Realizing that the Kell honing guide was a bit tricky to use effectively, I thought it would be good to write a follow up to my recent review, found here: A Review: The Kell Honing Guide
Using the Kell honing guide takes some getting used to, but is a breeze once you become acquainted. The first thing to note is that making a registration jig will make this tool much easier to use. The instructions include a list of measurements to achieve a desired honing angle. The measurements are taken from the edge of the blade to the first registration bar. My registration jig is nothing more than a simple piece of scrap, slightly thinner than my narrowest chisel. This allows me to register the edge in one of two notches I cut, and slide the jig back until it touches the registration bar on the honing guide.

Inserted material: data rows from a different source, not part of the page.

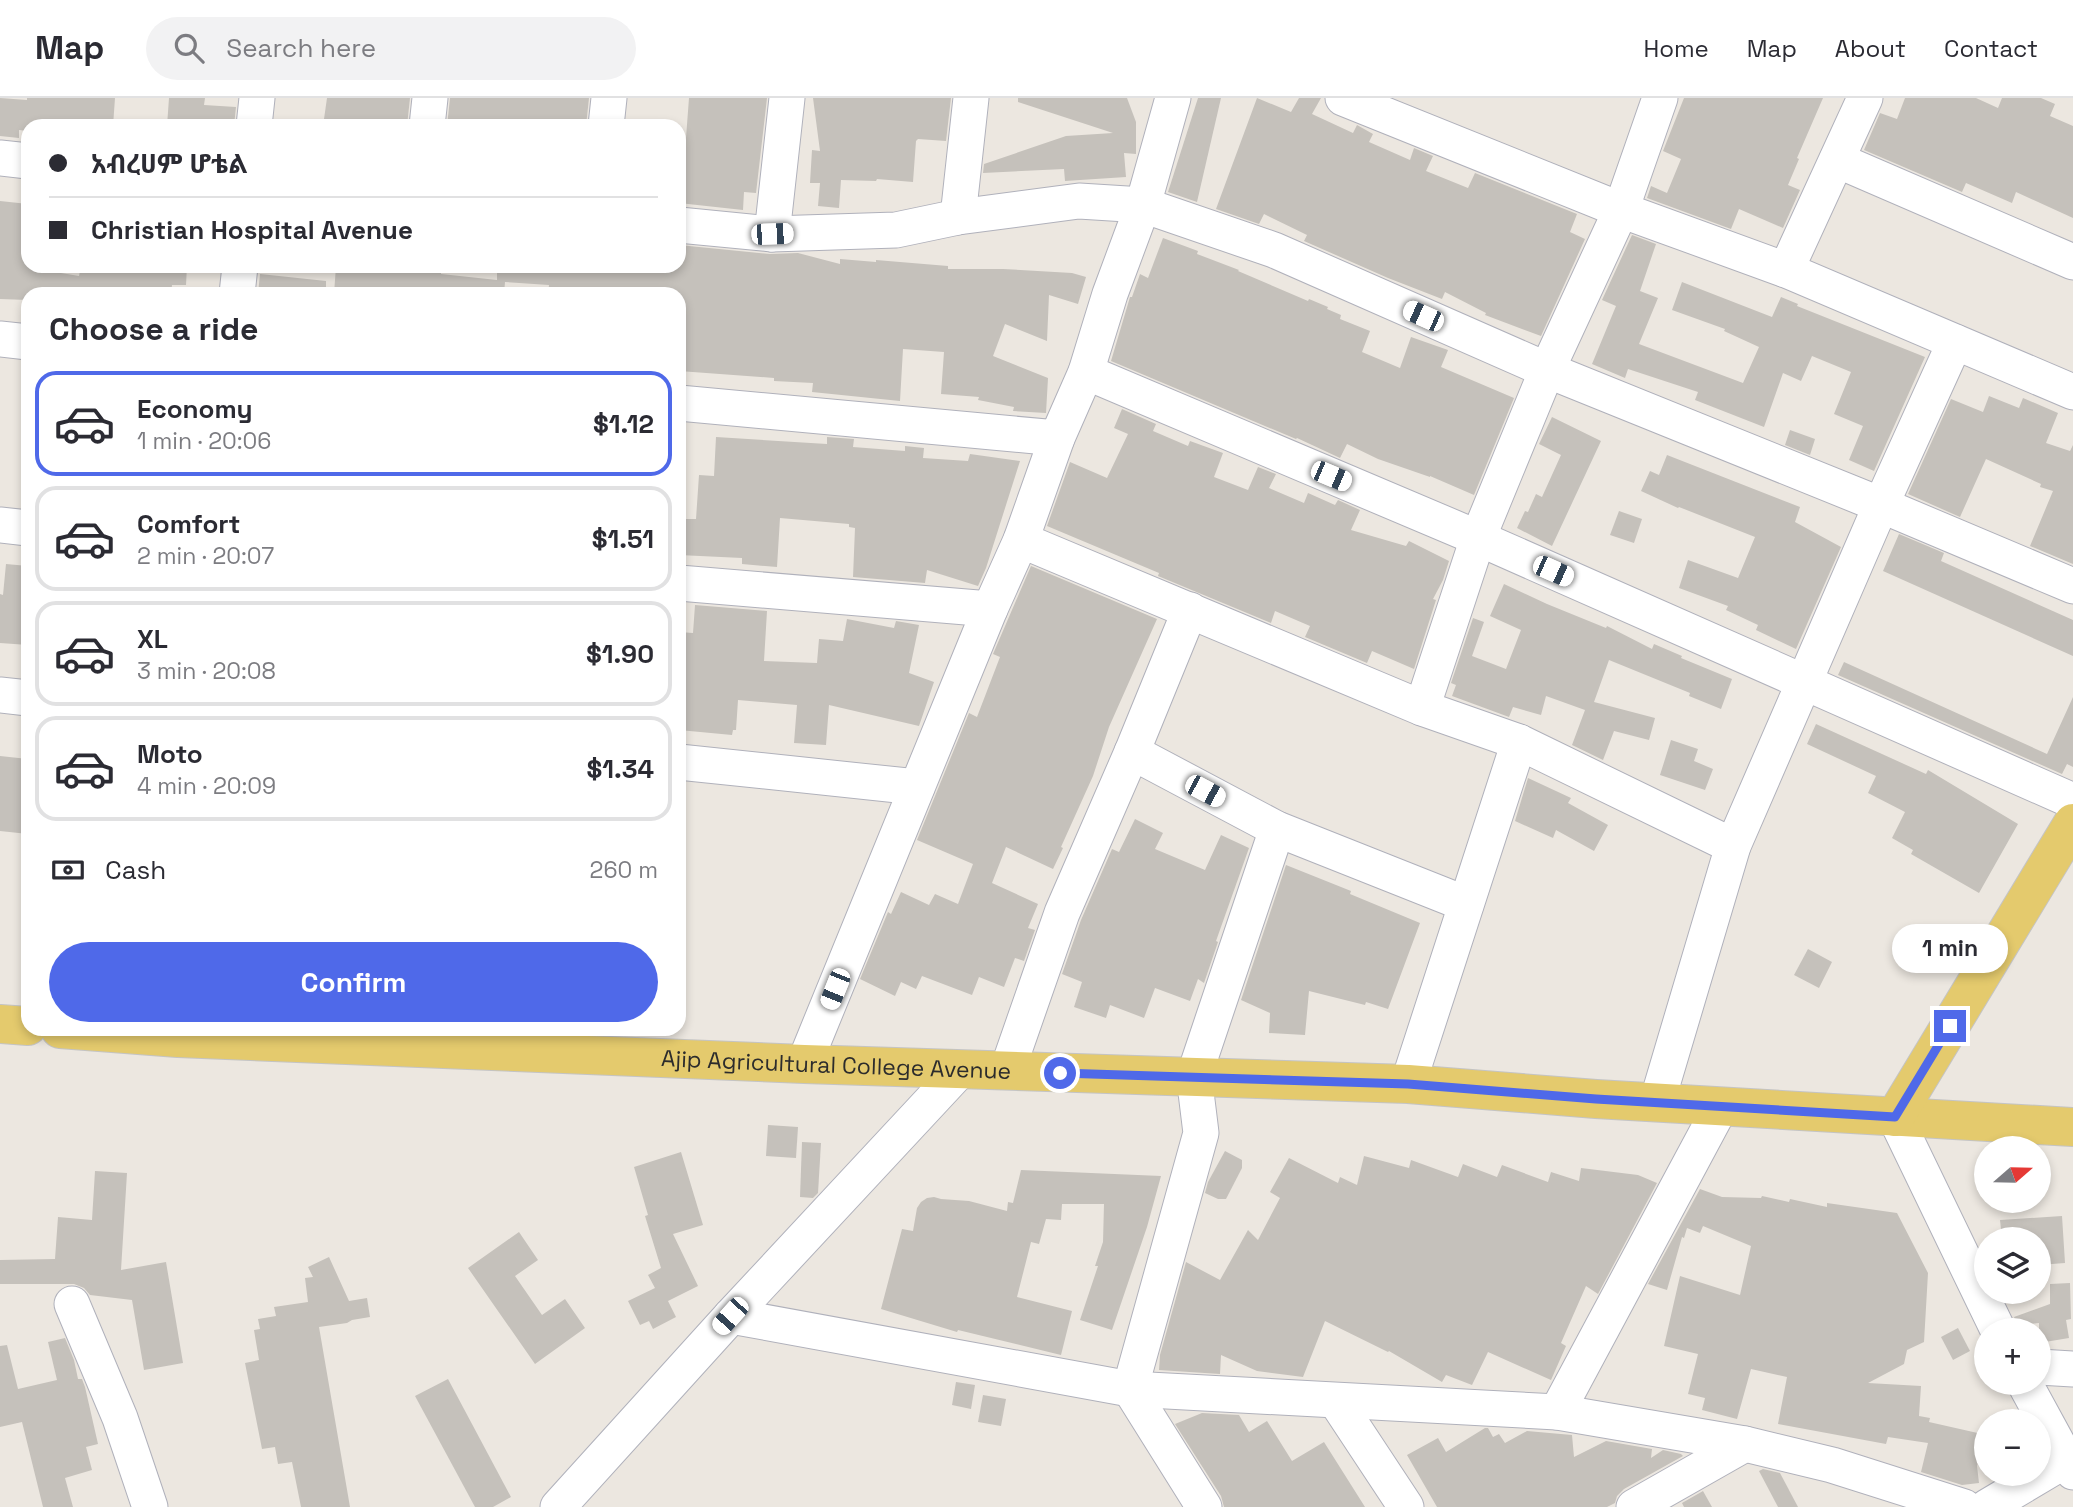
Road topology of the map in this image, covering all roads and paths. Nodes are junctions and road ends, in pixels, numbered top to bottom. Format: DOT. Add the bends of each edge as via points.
graph roads {
  1 [pos="257,98"];
  2 [pos="430,98"];
  3 [pos="609,98"];
  4 [pos="787,98"];
  5 [pos="971,98"];
  6 [pos="1173,98"];
  7 [pos="1343,98"];
  8 [pos="1660,98"];
  9 [pos="1865,98"];
  10 [pos="255,119"];
  11 [pos="428,119"];
  12 [pos="607,119"];
  13 [pos="0,158"];
  14 [pos="21,160"];
  15 [pos="1837,160"];
  16 [pos="1143,205"];
  17 [pos="1620,210"];
  18 [pos="958,217"];
  19 [pos="686,226"];
  20 [pos="772,234"];
  21 [pos="2073,262"];
  22 [pos="1786,270"];
  23 [pos="0,339"];
  24 [pos="21,341"];
  25 [pos="1955,342"];
  26 [pos="1547,370"];
  27 [pos="1086,372"];
  28 [pos="2071,385"];
  29 [pos="686,404"];
  30 [pos="1057,438"];
  31 [pos="1881,505"];
  32 [pos="0,525"];
  33 [pos="21,527"];
  34 [pos="1478,538"];
  35 [pos="1021,540"];
  36 [pos="686,584"];
  37 [pos="2073,586"];
  38 [pos="990,609"];
  39 [pos="1190,610"];
  40 [pos="1803,682"];
  41 [pos="0,695"];
  42 [pos="21,697"];
  43 [pos="1422,708"];
  44 [pos="1519,742"];
  45 [pos="1132,752"];
  46 [pos="686,763"];
  47 [pos="917,787"];
  48 [pos="2073,801"];
  49 [pos="2073,823"];
  50 [pos="1277,829"];
  51 [pos="1732,846"];
  52 [pos="1466,904"];
  53 [pos="0,1024"];
  54 [pos="21,1026"];
  55 [pos="218,1036"];
  56 [pos="804,1065"];
  57 [pos="961,1069"];
  58 [pos="1007,1071"];
  59 [pos="1194,1076"];
  60 [pos="1408,1084"];
  61 [pos="1657,1102"];
  62 [pos="1721,1106"];
  63 [pos="1895,1117"];
  64 [pos="2073,1127"];
  65 [pos="72,1304"];
  66 [pos="730,1316"];
  67 [pos="1992,1318"];
  68 [pos="2051,1368"];
  69 [pos="2073,1369"];
  70 [pos="1130,1389"];
  71 [pos="2031,1395"];
  72 [pos="1336,1401"];
  73 [pos="1557,1412"];
  74 [pos="1745,1444"];
  75 [pos="2070,1466"];
  76 [pos="150,1507"];
  77 [pos="558,1507"];
  78 [pos="1204,1507"];
  79 [pos="1406,1507"];
  80 [pos="1634,1507"];
  81 [pos="1964,1507"];
  82 [pos="1987,1507"];
  1 -- 10 [label="street"];
  2 -- 11 [label="street"];
  3 -- 12 [label="street"];
  4 -- 20 [label="street"];
  5 -- 18 [label="street"];
  6 -- 16 [label="street"];
  7 -- 17 [label="street"];
  8 -- 17 [label="street"];
  9 -- 15 [label="street"];
  13 -- 14 [label="street"];
  15 -- 21 [label="street"];
  15 -- 22 [label="street"];
  16 -- 18 [label="street" via="1079,201"];
  16 -- 26 [label="street" via="1274,250"];
  16 -- 27 [label="street"];
  17 -- 22 [label="street"];
  17 -- 26 [label="street"];
  18 -- 20 [label="street" via="896,230"];
  19 -- 20 [label="street"];
  22 -- 25 [label="street"];
  23 -- 24 [label="street"];
  25 -- 28 [label="street"];
  25 -- 31 [label="street"];
  26 -- 31 [label="street"];
  26 -- 34 [label="street"];
  27 -- 30 [label="street"];
  27 -- 34 [label="street"];
  29 -- 30 [label="street"];
  30 -- 35 [label="street"];
  31 -- 37 [label="street"];
  31 -- 40 [label="street"];
  32 -- 33 [label="street"];
  34 -- 40 [label="street"];
  34 -- 43 [label="street"];
  35 -- 38 [label="street"];
  35 -- 39 [label="street"];
  36 -- 38 [label="street"];
  38 -- 47 [label="street"];
  39 -- 43 [label="street"];
  39 -- 45 [label="street"];
  40 -- 48 [label="street"];
  40 -- 51 [label="street"];
  41 -- 42 [label="street"];
  43 -- 44 [label="street"];
  44 -- 51 [label="street"];
  44 -- 52 [label="street"];
  45 -- 50 [label="street"];
  45 -- 58 [label="street" via="1062,913"];
  46 -- 47 [label="street"];
  47 -- 56 [label="street"];
  49 -- 63 [label="main road"];
  50 -- 52 [label="street"];
  50 -- 59 [label="street"];
  51 -- 61 [label="street"];
  52 -- 60 [label="street"];
  53 -- 54 [label="main road"];
  55 -- 56 [label="main road, Ajip Agricultural College Avenue"];
  56 -- 57 [label="main road, Ajip Agricultural College Avenue"];
  57 -- 58 [label="main road, Ajip Agricultural College Avenue"];
  57 -- 66 [label="street"];
  58 -- 59 [label="main road, Ajip Agricultural College Avenue"];
  59 -- 60 [label="main road, Ajip Agricultural College Avenue"];
  59 -- 70 [label="street" via="1201,1133"];
  60 -- 61 [label="main road, Ajip Agricultural College Avenue"];
  61 -- 62 [label="main road, Ajip Agricultural College Avenue"];
  62 -- 63 [label="main road, Ajip Agricultural College Avenue"];
  62 -- 73 [label="street"];
  63 -- 64 [label="main road, Ajip Agricultural College Avenue"];
  63 -- 67 [label="street"];
  65 -- 76 [label="street" via="120,1418"];
  66 -- 70 [label="street"];
  66 -- 77 [label="street"];
  68 -- 69 [label="street"];
  70 -- 72 [label="street"];
  70 -- 78 [label="street"];
  71 -- 75 [label="street"];
  72 -- 73 [label="street"];
  72 -- 79 [label="street"];
  73 -- 74 [label="street"];
  74 -- 80 [label="street"];
  74 -- 81 [label="street" via="1832,1465"];
  75 -- 82 [label="street"];
}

Each notch represents a different honing angle.
To hone my narrowest chisels, I am able to hold on to the end of the registration bars to the left, and the adjustment knob on the right. I apply pressure to the edge using on finger and draw the entire guide back.
On my widest chisels, the registration bars aren’t available to grasp. Instead, I apply pressure to the edge with my index fingers, and pressure to the back of the blade (just above and behind the honing guide) with my thumbs. This locks the whole assembly in place, despite not really touching the guide itself. Chisels in between, are even easier to deal with.
I didn’t find it too difficult to get used to these modified techniques and would still highly recommend the Kell honing guide for chisels. It may look odd to hold in the pictures, but it is actually quick, easy, and comfortable. In both cases, I simply draw the guide back towards myself. I lift sightly on the return to prevent gouging. In most cases it only takes 10 or so swipes to produce a burr. This, in part, is owed to the fact that the Kell guide makes it easy to produce consistent swipes across the stone and holds the chisel dead square.